Bonds, stock, fiction

I know nothing about the world of investment and wealth-building. I do not know much about stocks and bonds even though I have acted for Securities firms in recovering some contra losses that were due and payable by traders. That was in the late nineties and at the turn of the millennium.

I read The Big Short by Michael Lewis almost a decade ago. It is about how a group of investors foresaw the collapse as they recognised the inherent risk in the financial products being created around subprime mortgages for the housing market. They then profited from the 2008 financial crisis by betting against it. Here are some notes I made about the book then.

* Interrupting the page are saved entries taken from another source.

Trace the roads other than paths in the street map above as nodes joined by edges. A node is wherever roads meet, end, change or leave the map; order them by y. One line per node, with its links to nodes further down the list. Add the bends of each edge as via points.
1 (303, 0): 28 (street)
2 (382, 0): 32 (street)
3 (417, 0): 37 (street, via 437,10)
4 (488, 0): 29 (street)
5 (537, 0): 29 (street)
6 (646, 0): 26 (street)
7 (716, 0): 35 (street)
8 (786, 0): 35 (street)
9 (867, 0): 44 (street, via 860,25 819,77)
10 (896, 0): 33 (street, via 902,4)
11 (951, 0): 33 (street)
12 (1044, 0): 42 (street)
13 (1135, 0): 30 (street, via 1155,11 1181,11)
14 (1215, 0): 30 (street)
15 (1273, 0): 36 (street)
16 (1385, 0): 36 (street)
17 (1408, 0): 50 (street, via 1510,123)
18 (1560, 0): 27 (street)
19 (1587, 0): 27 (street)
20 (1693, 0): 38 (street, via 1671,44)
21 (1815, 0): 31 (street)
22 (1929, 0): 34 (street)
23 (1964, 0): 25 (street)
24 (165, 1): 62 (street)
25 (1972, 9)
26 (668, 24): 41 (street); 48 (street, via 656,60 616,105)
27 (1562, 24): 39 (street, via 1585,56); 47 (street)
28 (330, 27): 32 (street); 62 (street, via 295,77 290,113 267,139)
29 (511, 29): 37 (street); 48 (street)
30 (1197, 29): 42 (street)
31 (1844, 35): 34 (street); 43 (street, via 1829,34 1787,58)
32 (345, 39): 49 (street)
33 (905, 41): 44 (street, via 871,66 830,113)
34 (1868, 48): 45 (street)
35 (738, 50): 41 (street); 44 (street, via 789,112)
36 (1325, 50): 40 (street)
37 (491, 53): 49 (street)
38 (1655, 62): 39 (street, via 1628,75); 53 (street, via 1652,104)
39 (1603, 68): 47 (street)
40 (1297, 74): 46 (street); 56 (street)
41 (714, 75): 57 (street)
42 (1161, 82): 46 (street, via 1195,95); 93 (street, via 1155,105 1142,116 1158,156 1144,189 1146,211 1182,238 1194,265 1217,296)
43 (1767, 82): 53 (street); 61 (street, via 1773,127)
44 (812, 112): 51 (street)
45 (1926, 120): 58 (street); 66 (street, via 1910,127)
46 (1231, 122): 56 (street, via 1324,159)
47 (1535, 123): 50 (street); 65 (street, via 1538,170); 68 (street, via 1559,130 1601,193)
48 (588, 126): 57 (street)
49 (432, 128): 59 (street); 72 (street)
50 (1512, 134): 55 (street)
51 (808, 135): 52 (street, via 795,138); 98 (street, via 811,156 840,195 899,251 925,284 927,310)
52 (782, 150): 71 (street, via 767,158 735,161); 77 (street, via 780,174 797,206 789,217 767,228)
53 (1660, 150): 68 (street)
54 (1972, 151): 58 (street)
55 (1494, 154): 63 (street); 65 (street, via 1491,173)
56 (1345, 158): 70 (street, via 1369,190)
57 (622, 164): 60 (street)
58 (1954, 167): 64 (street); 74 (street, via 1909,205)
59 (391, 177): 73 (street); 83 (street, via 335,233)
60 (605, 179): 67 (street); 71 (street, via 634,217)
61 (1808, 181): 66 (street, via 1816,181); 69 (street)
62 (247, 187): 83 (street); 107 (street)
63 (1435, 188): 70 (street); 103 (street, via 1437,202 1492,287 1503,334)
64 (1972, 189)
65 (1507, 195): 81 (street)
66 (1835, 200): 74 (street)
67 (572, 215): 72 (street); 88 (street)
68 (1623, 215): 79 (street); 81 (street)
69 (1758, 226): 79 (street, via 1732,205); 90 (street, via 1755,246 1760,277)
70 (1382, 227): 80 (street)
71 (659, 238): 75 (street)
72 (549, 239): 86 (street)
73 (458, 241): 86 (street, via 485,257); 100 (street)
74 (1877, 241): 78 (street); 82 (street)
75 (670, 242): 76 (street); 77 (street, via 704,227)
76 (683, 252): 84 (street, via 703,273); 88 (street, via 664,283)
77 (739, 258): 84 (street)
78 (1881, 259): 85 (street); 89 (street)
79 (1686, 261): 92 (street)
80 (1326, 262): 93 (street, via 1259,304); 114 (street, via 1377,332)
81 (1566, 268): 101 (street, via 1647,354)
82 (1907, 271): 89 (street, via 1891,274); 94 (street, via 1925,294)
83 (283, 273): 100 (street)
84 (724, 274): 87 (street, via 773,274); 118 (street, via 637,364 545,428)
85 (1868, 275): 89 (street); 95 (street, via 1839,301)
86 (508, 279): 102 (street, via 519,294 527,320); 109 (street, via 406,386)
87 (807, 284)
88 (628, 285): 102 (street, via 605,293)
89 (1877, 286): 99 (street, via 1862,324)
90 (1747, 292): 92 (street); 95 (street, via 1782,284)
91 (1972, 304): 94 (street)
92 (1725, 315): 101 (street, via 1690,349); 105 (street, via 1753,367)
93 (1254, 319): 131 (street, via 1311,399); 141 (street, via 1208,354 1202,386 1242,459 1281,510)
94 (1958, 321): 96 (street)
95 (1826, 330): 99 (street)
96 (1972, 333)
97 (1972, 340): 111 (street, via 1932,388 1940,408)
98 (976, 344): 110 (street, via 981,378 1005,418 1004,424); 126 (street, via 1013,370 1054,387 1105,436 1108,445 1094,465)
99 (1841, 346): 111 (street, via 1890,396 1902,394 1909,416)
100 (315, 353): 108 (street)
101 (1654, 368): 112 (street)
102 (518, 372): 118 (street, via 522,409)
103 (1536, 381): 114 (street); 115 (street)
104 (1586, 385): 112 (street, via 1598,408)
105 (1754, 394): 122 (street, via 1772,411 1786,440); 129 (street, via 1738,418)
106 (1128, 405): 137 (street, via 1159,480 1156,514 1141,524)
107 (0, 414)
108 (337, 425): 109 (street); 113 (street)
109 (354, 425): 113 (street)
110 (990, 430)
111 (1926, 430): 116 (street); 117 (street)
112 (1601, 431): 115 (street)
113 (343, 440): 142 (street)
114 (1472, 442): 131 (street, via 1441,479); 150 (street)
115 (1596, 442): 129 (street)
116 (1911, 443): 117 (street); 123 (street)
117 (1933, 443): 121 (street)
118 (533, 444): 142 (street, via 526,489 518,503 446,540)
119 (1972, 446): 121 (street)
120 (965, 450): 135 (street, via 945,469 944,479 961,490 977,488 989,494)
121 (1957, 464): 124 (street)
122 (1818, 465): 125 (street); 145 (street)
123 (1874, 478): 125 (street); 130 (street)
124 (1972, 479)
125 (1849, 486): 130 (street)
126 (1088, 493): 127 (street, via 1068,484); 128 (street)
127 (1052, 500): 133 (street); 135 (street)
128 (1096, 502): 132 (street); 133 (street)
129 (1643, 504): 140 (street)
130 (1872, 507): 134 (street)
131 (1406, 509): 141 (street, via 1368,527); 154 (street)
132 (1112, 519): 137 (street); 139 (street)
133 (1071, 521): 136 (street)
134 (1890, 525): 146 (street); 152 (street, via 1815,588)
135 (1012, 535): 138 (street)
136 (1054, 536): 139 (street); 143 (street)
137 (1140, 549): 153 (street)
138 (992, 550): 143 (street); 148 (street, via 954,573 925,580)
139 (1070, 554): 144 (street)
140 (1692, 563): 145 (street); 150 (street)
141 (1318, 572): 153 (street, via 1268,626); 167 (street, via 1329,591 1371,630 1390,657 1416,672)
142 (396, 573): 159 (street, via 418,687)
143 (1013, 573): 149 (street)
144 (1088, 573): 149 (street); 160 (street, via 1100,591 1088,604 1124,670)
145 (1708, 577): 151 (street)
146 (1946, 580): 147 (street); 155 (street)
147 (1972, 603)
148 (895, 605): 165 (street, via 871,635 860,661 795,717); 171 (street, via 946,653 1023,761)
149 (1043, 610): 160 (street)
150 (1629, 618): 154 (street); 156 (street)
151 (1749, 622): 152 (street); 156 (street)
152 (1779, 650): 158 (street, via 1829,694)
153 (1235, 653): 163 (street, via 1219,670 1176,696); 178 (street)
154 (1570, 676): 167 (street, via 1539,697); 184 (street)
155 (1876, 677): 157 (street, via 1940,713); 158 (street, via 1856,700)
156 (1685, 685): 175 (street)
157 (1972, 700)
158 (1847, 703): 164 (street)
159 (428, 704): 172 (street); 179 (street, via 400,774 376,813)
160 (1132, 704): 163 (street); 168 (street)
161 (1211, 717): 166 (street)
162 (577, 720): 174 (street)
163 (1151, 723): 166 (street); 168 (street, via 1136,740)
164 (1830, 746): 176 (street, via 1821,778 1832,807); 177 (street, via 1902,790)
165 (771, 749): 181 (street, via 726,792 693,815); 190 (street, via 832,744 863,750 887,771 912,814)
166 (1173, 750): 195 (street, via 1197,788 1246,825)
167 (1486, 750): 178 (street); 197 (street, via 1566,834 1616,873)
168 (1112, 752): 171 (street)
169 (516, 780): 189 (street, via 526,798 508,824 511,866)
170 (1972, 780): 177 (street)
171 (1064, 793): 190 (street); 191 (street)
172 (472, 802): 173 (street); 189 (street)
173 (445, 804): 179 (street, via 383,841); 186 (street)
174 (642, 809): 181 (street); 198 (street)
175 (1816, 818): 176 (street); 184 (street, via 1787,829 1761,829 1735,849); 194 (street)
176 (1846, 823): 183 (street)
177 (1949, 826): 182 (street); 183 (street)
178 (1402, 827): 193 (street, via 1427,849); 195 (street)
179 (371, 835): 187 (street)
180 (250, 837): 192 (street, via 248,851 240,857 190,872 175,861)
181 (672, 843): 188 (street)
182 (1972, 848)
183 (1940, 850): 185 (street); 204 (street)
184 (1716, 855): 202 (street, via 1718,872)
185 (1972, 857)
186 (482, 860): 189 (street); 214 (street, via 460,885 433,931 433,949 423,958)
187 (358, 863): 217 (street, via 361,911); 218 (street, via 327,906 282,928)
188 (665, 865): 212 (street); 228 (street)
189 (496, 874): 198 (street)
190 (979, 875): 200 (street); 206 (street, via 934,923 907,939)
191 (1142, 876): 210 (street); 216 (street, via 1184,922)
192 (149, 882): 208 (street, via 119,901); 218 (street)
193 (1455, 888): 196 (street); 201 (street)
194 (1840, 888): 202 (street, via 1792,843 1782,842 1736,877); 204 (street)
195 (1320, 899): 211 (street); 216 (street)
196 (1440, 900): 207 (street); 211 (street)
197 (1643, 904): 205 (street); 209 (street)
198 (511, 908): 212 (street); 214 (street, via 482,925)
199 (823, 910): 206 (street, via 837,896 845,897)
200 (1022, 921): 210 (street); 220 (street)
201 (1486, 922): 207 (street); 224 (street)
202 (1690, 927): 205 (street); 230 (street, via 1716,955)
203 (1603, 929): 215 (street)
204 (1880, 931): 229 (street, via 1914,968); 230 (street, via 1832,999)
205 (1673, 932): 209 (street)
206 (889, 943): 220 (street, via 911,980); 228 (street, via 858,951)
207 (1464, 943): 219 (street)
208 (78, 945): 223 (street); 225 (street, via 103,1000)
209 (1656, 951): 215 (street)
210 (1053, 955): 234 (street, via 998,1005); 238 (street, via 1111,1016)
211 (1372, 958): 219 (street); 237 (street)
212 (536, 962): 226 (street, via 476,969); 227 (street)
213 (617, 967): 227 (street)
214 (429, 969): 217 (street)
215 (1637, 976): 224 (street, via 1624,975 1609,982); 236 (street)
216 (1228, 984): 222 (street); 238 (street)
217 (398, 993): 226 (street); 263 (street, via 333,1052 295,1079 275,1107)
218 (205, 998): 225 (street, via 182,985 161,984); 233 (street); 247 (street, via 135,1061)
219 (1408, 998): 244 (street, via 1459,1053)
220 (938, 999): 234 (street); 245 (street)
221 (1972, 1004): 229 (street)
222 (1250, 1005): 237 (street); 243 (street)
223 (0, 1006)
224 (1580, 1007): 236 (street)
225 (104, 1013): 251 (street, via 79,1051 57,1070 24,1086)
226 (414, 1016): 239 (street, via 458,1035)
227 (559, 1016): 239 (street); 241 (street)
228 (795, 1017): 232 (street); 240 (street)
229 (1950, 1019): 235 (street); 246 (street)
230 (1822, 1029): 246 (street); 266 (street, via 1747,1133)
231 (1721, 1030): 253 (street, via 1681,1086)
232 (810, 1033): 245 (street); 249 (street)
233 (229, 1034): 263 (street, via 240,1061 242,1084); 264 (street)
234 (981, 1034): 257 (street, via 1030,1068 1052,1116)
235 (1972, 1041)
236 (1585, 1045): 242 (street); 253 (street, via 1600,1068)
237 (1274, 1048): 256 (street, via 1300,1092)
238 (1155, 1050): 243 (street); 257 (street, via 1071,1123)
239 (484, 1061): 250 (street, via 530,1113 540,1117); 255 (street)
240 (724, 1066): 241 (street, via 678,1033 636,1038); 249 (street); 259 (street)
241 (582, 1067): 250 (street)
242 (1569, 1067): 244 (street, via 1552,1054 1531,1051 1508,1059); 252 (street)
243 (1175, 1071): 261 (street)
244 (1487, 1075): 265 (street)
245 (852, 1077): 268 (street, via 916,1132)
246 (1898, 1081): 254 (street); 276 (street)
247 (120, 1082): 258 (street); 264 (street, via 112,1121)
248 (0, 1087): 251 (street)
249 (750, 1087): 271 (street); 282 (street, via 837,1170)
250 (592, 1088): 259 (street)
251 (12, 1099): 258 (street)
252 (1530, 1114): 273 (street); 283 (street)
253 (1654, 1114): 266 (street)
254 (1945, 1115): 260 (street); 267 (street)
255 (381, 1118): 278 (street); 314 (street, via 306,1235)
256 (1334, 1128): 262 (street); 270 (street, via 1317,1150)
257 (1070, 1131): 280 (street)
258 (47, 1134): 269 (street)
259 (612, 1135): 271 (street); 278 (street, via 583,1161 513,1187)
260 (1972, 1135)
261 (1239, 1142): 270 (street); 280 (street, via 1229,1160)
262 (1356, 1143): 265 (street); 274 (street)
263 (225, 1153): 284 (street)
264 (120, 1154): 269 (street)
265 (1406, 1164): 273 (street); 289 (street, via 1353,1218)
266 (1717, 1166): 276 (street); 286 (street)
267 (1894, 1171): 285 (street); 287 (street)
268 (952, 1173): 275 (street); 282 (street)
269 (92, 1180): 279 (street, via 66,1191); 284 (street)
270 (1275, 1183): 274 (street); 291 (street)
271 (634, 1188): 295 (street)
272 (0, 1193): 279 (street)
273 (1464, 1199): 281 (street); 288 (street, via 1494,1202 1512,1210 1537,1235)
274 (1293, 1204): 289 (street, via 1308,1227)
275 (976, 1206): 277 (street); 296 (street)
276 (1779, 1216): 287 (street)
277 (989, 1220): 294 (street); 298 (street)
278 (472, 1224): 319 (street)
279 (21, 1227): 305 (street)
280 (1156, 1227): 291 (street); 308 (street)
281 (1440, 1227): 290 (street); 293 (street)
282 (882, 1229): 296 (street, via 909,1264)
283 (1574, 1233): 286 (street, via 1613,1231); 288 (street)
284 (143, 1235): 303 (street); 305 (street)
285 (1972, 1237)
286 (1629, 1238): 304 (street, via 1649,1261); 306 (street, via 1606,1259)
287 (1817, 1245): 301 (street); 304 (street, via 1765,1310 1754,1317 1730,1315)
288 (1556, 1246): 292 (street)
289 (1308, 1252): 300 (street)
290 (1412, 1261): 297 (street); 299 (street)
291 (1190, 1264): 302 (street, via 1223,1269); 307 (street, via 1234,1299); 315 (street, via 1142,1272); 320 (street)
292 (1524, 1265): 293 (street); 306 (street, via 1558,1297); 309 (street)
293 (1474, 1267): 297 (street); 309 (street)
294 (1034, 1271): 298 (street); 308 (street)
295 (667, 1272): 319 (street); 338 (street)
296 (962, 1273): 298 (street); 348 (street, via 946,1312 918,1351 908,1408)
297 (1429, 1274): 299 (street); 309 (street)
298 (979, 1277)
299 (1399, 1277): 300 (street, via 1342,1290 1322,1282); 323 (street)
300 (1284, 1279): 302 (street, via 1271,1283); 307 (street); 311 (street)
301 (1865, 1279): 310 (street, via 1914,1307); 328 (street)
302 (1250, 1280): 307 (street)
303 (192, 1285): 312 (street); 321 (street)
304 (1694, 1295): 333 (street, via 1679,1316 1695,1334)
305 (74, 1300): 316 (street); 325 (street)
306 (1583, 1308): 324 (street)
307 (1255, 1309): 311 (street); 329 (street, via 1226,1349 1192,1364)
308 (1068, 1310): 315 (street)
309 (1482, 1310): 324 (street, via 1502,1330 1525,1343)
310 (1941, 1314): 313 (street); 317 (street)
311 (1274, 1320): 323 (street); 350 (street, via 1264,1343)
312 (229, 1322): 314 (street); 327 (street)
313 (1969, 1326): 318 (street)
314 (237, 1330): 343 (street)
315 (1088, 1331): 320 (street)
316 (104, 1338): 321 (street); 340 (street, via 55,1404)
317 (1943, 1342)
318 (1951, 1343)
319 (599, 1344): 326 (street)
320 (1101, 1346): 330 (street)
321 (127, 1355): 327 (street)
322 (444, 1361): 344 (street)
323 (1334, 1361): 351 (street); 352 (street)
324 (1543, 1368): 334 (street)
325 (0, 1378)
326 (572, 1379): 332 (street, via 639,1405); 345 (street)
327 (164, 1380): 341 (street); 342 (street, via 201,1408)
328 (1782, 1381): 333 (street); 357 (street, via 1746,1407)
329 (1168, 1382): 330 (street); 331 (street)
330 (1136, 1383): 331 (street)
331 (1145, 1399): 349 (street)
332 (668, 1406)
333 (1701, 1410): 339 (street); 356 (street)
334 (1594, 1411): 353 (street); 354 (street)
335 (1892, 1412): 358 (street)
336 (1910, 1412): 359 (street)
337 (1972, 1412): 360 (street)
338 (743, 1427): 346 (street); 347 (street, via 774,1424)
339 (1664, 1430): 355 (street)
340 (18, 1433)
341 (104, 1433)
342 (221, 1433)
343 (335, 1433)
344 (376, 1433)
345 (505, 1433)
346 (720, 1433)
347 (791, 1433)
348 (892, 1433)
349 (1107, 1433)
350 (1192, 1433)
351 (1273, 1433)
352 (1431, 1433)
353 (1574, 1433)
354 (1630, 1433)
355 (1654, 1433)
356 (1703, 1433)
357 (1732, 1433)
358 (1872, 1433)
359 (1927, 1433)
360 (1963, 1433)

In his book, though Lewis tries to narrate the stories in a way that the lay readers can understand, I still have trouble figuring out the entire financial system except that there are a lot of manipulations and inaccurate ratings. The Big Short features a few odd balls who were savvy and possessed  the prescience about the flaws in the mad-cap finance world and they  were the smart hedge fund guys who made colossal sums of money for their clients and themselves.It is apparent  from the book that  the financial system can be manipulated and trading  is a form of gaming. The book exposes the folly of the system and tells how some of the insiders who work in banking industry had no clue about what was going on while it was going on. Lewis tells the story through the eyes of people who paid attention and who knew that a financial disaster was inevitable. There were smart people who knew how to make a lot of money with the system that was screwed up. But is it wrong for these smart people to game the system and ultimately made a fortune off what they foresaw was a financial disaster ?

Trust by Hernan Diaz is a work of fiction about a legendary Wall Street tycoon and his wife , who is the daughter of eccentric aristocrats. It is also a story about a successful writer who has been engaged to ghostwrite the tycoon’s autobiography.

There are four accounts about Andrew Bevel and Mildred.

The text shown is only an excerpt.